DATA FOR THIS EXERCISE:
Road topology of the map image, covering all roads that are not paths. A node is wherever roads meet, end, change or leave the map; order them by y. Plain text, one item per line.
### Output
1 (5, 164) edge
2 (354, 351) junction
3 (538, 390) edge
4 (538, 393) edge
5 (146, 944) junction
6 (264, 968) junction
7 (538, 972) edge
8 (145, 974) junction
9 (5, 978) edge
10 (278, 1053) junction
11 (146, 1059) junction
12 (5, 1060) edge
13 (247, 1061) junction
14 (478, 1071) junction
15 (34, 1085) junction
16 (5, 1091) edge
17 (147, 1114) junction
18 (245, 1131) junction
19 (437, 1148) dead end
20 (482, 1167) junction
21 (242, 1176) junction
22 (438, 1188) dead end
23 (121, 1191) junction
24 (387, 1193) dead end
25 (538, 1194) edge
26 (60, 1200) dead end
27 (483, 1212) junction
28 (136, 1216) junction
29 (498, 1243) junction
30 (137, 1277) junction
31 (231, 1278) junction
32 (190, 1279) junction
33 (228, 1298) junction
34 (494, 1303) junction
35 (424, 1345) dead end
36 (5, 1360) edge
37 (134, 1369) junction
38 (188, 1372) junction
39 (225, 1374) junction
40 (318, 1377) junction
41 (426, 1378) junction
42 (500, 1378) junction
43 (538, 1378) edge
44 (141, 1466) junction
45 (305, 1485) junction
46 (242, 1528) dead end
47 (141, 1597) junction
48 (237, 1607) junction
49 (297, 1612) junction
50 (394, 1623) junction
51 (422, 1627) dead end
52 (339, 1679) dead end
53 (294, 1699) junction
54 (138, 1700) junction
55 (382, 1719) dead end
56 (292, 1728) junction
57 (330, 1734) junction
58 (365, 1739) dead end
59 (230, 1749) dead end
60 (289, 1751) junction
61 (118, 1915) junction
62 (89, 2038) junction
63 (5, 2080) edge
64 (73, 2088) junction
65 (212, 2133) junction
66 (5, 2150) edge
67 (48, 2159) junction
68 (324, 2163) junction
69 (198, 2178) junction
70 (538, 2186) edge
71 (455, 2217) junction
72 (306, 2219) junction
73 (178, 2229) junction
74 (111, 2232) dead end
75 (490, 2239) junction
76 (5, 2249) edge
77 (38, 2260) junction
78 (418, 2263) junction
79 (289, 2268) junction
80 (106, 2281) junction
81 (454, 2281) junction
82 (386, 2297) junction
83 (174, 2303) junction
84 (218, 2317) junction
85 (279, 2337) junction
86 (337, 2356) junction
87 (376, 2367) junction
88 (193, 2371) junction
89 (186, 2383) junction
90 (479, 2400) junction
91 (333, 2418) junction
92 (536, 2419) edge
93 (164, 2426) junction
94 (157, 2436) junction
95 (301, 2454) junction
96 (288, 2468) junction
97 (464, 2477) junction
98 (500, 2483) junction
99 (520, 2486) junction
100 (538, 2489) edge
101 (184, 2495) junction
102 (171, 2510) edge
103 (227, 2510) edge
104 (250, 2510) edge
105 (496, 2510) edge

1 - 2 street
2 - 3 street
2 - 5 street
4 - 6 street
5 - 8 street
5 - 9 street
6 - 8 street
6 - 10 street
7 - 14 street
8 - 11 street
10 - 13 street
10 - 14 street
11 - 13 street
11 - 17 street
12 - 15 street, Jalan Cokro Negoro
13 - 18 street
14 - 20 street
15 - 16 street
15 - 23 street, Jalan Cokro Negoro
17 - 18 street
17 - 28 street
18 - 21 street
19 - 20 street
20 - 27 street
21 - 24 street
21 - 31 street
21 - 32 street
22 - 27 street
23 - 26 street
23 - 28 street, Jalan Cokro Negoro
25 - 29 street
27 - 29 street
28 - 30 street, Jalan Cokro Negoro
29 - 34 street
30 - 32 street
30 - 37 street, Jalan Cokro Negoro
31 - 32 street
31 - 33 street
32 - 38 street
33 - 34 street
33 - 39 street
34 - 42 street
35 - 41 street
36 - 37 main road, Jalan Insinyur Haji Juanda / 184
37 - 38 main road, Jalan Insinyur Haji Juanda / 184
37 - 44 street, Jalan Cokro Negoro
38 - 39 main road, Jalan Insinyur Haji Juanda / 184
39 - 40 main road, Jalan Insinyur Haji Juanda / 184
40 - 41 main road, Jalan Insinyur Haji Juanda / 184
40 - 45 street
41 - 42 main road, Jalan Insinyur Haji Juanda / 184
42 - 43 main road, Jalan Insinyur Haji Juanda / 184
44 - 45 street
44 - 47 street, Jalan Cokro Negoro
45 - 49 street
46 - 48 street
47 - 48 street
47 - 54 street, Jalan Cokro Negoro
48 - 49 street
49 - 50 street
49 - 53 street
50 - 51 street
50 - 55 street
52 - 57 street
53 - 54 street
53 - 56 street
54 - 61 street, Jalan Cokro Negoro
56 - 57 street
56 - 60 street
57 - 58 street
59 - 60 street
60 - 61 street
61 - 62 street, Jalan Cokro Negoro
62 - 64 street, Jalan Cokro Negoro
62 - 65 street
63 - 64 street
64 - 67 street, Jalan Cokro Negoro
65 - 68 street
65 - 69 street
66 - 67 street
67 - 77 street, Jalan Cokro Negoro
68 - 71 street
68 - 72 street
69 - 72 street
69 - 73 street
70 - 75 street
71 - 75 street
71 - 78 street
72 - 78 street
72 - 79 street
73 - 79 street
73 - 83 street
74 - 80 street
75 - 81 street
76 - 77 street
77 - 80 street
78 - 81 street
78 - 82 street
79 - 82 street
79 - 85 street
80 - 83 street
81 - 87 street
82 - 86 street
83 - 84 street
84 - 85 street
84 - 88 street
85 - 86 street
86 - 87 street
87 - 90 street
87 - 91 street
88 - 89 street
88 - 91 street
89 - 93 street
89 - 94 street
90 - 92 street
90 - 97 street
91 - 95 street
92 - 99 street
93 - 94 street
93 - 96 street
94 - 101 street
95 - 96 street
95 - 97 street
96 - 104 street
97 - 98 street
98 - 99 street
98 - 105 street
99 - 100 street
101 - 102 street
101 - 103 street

WORK REQUIRED: Retype the records above so that nothing differs from the original.

OUTPUT OF THE TASK:
Road topology of the map image, covering all roads that are not paths. A node is wherever roads meet, end, change or leave the map; order them by y. Plain text, one item per line.
### Output
1 (5, 164) edge
2 (354, 351) junction
3 (538, 390) edge
4 (538, 393) edge
5 (146, 944) junction
6 (264, 968) junction
7 (538, 972) edge
8 (145, 974) junction
9 (5, 978) edge
10 (278, 1053) junction
11 (146, 1059) junction
12 (5, 1060) edge
13 (247, 1061) junction
14 (478, 1071) junction
15 (34, 1085) junction
16 (5, 1091) edge
17 (147, 1114) junction
18 (245, 1131) junction
19 (437, 1148) dead end
20 (482, 1167) junction
21 (242, 1176) junction
22 (438, 1188) dead end
23 (121, 1191) junction
24 (387, 1193) dead end
25 (538, 1194) edge
26 (60, 1200) dead end
27 (483, 1212) junction
28 (136, 1216) junction
29 (498, 1243) junction
30 (137, 1277) junction
31 (231, 1278) junction
32 (190, 1279) junction
33 (228, 1298) junction
34 (494, 1303) junction
35 (424, 1345) dead end
36 (5, 1360) edge
37 (134, 1369) junction
38 (188, 1372) junction
39 (225, 1374) junction
40 (318, 1377) junction
41 (426, 1378) junction
42 (500, 1378) junction
43 (538, 1378) edge
44 (141, 1466) junction
45 (305, 1485) junction
46 (242, 1528) dead end
47 (141, 1597) junction
48 (237, 1607) junction
49 (297, 1612) junction
50 (394, 1623) junction
51 (422, 1627) dead end
52 (339, 1679) dead end
53 (294, 1699) junction
54 (138, 1700) junction
55 (382, 1719) dead end
56 (292, 1728) junction
57 (330, 1734) junction
58 (365, 1739) dead end
59 (230, 1749) dead end
60 (289, 1751) junction
61 (118, 1915) junction
62 (89, 2038) junction
63 (5, 2080) edge
64 (73, 2088) junction
65 (212, 2133) junction
66 (5, 2150) edge
67 (48, 2159) junction
68 (324, 2163) junction
69 (198, 2178) junction
70 (538, 2186) edge
71 (455, 2217) junction
72 (306, 2219) junction
73 (178, 2229) junction
74 (111, 2232) dead end
75 (490, 2239) junction
76 (5, 2249) edge
77 (38, 2260) junction
78 (418, 2263) junction
79 (289, 2268) junction
80 (106, 2281) junction
81 (454, 2281) junction
82 (386, 2297) junction
83 (174, 2303) junction
84 (218, 2317) junction
85 (279, 2337) junction
86 (337, 2356) junction
87 (376, 2367) junction
88 (193, 2371) junction
89 (186, 2383) junction
90 (479, 2400) junction
91 (333, 2418) junction
92 (536, 2419) edge
93 (164, 2426) junction
94 (157, 2436) junction
95 (301, 2454) junction
96 (288, 2468) junction
97 (464, 2477) junction
98 (500, 2483) junction
99 (520, 2486) junction
100 (538, 2489) edge
101 (184, 2495) junction
102 (171, 2510) edge
103 (227, 2510) edge
104 (250, 2510) edge
105 (496, 2510) edge

1 - 2 street
2 - 3 street
2 - 5 street
4 - 6 street
5 - 8 street
5 - 9 street
6 - 8 street
6 - 10 street
7 - 14 street
8 - 11 street
10 - 13 street
10 - 14 street
11 - 13 street
11 - 17 street
12 - 15 street, Jalan Cokro Negoro
13 - 18 street
14 - 20 street
15 - 16 street
15 - 23 street, Jalan Cokro Negoro
17 - 18 street
17 - 28 street
18 - 21 street
19 - 20 street
20 - 27 street
21 - 24 street
21 - 31 street
21 - 32 street
22 - 27 street
23 - 26 street
23 - 28 street, Jalan Cokro Negoro
25 - 29 street
27 - 29 street
28 - 30 street, Jalan Cokro Negoro
29 - 34 street
30 - 32 street
30 - 37 street, Jalan Cokro Negoro
31 - 32 street
31 - 33 street
32 - 38 street
33 - 34 street
33 - 39 street
34 - 42 street
35 - 41 street
36 - 37 main road, Jalan Insinyur Haji Juanda / 184
37 - 38 main road, Jalan Insinyur Haji Juanda / 184
37 - 44 street, Jalan Cokro Negoro
38 - 39 main road, Jalan Insinyur Haji Juanda / 184
39 - 40 main road, Jalan Insinyur Haji Juanda / 184
40 - 41 main road, Jalan Insinyur Haji Juanda / 184
40 - 45 street
41 - 42 main road, Jalan Insinyur Haji Juanda / 184
42 - 43 main road, Jalan Insinyur Haji Juanda / 184
44 - 45 street
44 - 47 street, Jalan Cokro Negoro
45 - 49 street
46 - 48 street
47 - 48 street
47 - 54 street, Jalan Cokro Negoro
48 - 49 street
49 - 50 street
49 - 53 street
50 - 51 street
50 - 55 street
52 - 57 street
53 - 54 street
53 - 56 street
54 - 61 street, Jalan Cokro Negoro
56 - 57 street
56 - 60 street
57 - 58 street
59 - 60 street
60 - 61 street
61 - 62 street, Jalan Cokro Negoro
62 - 64 street, Jalan Cokro Negoro
62 - 65 street
63 - 64 street
64 - 67 street, Jalan Cokro Negoro
65 - 68 street
65 - 69 street
66 - 67 street
67 - 77 street, Jalan Cokro Negoro
68 - 71 street
68 - 72 street
69 - 72 street
69 - 73 street
70 - 75 street
71 - 75 street
71 - 78 street
72 - 78 street
72 - 79 street
73 - 79 street
73 - 83 street
74 - 80 street
75 - 81 street
76 - 77 street
77 - 80 street
78 - 81 street
78 - 82 street
79 - 82 street
79 - 85 street
80 - 83 street
81 - 87 street
82 - 86 street
83 - 84 street
84 - 85 street
84 - 88 street
85 - 86 street
86 - 87 street
87 - 90 street
87 - 91 street
88 - 89 street
88 - 91 street
89 - 93 street
89 - 94 street
90 - 92 street
90 - 97 street
91 - 95 street
92 - 99 street
93 - 94 street
93 - 96 street
94 - 101 street
95 - 96 street
95 - 97 street
96 - 104 street
97 - 98 street
98 - 99 street
98 - 105 street
99 - 100 street
101 - 102 street
101 - 103 street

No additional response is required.